What to do: Scan the records for the string "image" and copy every line that holds it.

Materials provided:
◆ ◆ ◆

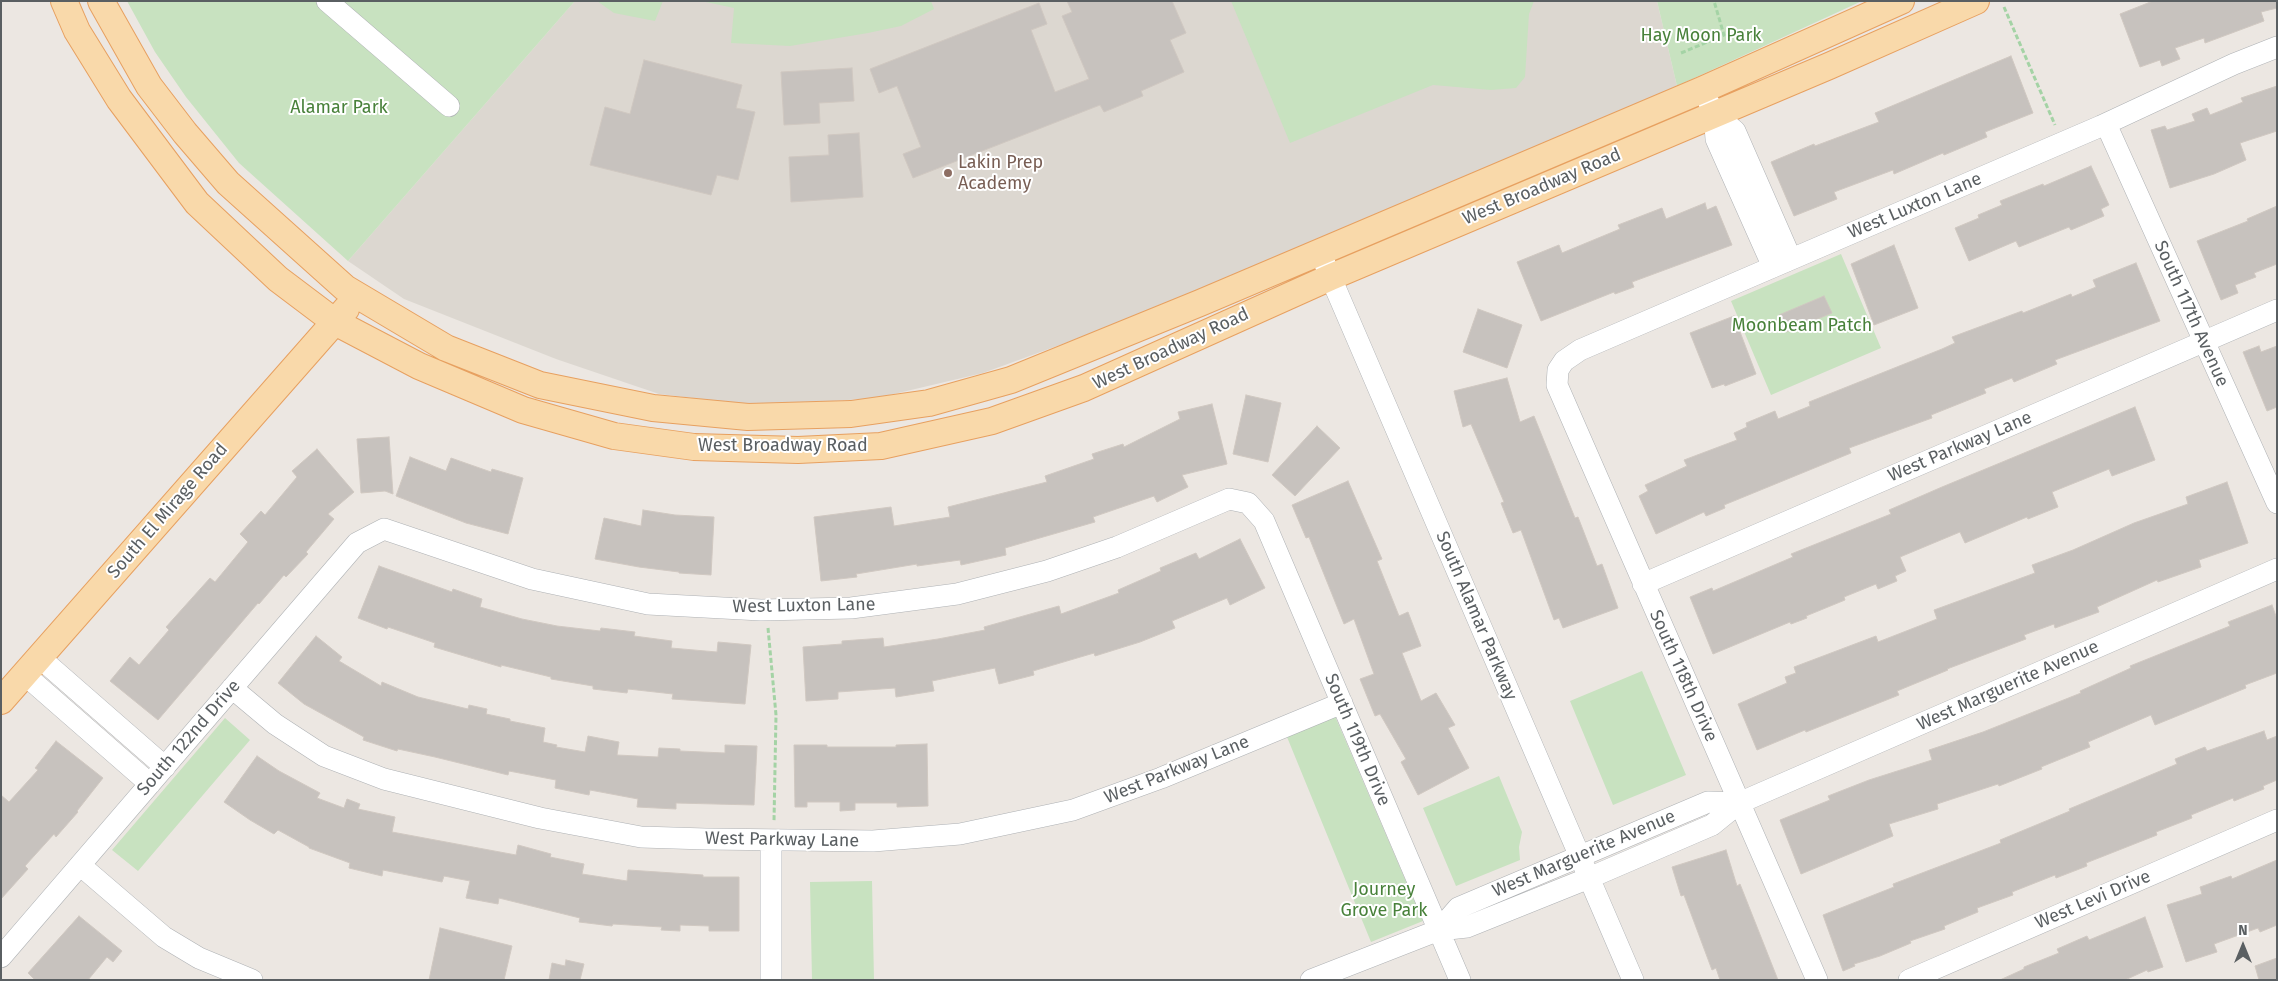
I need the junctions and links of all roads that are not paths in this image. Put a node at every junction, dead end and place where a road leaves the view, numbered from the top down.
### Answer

◆ ◆ ◆

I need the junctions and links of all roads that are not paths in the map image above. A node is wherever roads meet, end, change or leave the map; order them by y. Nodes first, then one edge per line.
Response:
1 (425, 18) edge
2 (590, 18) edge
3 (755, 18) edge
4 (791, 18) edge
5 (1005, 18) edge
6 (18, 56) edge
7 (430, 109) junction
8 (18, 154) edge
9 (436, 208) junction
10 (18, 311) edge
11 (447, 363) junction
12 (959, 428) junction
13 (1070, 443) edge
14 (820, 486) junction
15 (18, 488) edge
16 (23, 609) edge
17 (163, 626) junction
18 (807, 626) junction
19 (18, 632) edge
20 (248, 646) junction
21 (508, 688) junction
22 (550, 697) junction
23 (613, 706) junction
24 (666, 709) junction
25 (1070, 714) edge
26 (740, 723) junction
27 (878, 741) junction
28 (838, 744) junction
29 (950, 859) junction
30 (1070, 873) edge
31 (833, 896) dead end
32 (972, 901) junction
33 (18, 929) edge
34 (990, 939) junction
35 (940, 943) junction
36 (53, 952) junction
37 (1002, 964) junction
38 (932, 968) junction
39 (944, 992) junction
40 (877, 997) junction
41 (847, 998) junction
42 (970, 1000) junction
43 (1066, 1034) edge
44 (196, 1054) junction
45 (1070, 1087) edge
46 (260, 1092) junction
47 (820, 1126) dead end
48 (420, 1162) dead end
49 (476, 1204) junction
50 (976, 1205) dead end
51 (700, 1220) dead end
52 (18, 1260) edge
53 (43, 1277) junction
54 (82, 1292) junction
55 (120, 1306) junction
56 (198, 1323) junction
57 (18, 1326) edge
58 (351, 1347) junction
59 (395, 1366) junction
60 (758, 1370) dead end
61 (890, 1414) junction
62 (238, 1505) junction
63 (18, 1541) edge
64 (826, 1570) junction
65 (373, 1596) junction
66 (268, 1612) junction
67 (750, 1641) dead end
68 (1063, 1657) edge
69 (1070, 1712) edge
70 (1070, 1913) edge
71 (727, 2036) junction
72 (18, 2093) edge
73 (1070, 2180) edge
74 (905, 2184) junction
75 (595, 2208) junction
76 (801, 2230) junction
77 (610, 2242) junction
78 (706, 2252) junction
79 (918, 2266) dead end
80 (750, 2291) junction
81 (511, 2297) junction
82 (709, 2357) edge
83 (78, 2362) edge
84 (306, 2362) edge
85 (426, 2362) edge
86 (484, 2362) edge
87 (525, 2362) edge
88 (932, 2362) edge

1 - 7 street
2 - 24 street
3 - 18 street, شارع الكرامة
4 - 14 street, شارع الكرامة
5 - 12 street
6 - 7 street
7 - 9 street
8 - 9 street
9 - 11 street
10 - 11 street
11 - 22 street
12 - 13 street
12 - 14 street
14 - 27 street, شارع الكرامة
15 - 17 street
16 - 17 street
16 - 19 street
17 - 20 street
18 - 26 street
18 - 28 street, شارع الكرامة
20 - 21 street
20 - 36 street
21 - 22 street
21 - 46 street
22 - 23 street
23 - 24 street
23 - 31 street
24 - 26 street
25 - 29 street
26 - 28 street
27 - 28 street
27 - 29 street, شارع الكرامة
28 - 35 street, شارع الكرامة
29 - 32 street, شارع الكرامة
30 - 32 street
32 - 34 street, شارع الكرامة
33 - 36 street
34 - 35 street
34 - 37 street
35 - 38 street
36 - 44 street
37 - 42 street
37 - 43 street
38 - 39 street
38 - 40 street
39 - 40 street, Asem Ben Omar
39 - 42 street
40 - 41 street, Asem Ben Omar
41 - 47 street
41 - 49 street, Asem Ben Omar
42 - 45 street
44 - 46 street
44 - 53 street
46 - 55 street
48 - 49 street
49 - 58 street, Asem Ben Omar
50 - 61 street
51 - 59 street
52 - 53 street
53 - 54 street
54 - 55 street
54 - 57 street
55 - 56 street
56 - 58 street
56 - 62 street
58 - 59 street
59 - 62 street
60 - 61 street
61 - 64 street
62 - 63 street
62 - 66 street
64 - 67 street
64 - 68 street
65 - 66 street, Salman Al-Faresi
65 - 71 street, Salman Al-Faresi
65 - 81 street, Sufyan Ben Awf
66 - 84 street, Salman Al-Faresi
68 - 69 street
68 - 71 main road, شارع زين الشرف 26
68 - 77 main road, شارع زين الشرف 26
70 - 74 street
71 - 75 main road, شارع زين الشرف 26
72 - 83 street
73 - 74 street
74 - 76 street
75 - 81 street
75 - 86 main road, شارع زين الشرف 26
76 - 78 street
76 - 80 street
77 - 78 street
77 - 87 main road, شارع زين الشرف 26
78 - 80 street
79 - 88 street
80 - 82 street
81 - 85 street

◆ ◆ ◆

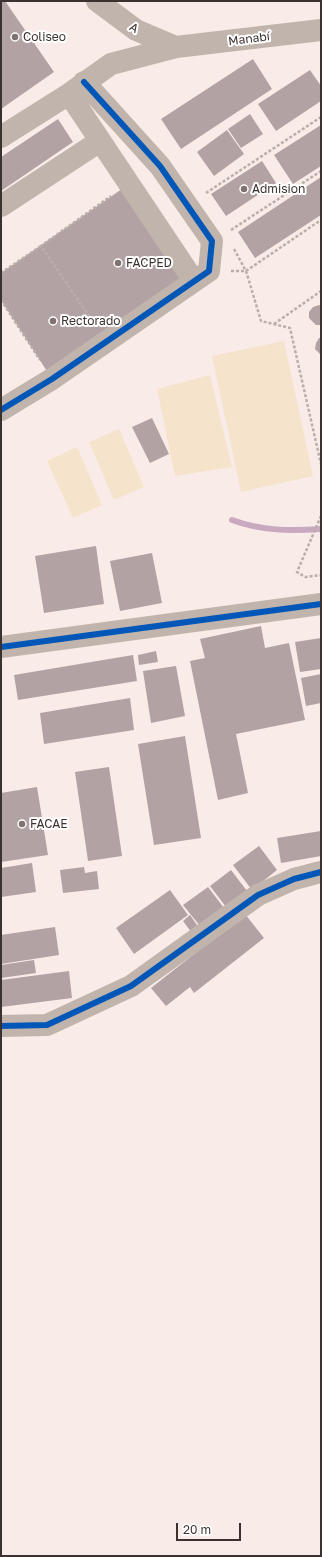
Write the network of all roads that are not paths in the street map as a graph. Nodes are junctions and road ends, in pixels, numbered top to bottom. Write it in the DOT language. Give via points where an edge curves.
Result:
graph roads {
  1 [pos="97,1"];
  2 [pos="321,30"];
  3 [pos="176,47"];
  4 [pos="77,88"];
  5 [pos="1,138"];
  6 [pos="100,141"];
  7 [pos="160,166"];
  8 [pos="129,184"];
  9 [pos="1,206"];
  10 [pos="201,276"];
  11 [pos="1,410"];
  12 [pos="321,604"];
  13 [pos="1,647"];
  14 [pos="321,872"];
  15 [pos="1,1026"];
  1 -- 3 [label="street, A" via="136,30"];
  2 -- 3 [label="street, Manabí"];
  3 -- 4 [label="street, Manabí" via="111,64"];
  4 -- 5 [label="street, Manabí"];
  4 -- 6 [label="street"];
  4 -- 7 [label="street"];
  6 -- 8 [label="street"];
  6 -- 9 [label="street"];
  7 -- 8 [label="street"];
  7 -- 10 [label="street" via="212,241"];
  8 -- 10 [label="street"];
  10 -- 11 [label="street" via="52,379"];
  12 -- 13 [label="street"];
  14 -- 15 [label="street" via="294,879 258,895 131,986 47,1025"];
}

◆ ◆ ◆

The answer:
I need the junctions and links of all roads that are not paths in this image. Put a node at every junction, dead end and place where a road leaves the view, numbered from the top down.
I need the junctions and links of all roads that are not paths in the map image above. A node is wherever roads meet, end, change or leave the map; order them by y. Nodes first, then one edge per line.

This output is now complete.